Aim of the exercise: In how many lines of the records below does the word "Naomi" appear? Answer with the number alone.

Source records:

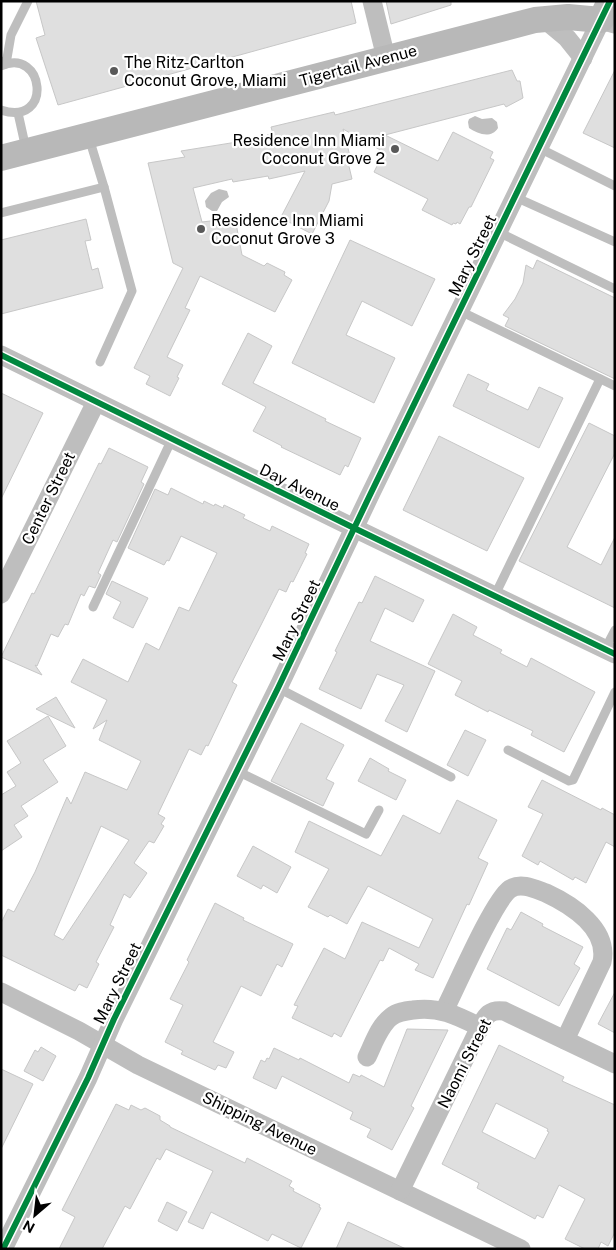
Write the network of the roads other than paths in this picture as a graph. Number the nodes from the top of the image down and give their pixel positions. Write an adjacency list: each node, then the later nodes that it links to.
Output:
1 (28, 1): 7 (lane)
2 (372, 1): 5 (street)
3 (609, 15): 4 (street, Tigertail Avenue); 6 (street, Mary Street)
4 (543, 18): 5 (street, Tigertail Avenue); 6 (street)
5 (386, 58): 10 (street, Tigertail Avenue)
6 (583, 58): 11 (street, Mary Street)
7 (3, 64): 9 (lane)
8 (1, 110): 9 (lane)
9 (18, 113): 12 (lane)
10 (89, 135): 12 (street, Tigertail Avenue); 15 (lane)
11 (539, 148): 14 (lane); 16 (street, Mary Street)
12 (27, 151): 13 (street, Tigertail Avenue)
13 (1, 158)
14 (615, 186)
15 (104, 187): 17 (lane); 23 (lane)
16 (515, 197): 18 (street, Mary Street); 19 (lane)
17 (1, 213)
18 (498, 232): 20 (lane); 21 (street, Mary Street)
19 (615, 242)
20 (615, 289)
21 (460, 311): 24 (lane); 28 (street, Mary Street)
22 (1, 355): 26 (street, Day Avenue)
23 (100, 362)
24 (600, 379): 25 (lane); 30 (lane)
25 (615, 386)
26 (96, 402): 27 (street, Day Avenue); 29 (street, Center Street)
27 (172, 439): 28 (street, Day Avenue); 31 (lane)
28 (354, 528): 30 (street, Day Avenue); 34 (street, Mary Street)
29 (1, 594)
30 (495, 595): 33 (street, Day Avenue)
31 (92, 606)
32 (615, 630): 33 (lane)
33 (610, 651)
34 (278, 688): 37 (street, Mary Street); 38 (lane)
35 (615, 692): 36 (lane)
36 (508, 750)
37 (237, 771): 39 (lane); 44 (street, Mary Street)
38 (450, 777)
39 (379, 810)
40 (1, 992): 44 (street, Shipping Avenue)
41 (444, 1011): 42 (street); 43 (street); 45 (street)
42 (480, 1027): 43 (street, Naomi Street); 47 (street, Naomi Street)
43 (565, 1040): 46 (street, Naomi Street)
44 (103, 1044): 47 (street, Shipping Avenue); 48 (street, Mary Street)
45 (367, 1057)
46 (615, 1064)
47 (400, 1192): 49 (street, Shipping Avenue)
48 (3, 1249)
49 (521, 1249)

Written solution: 2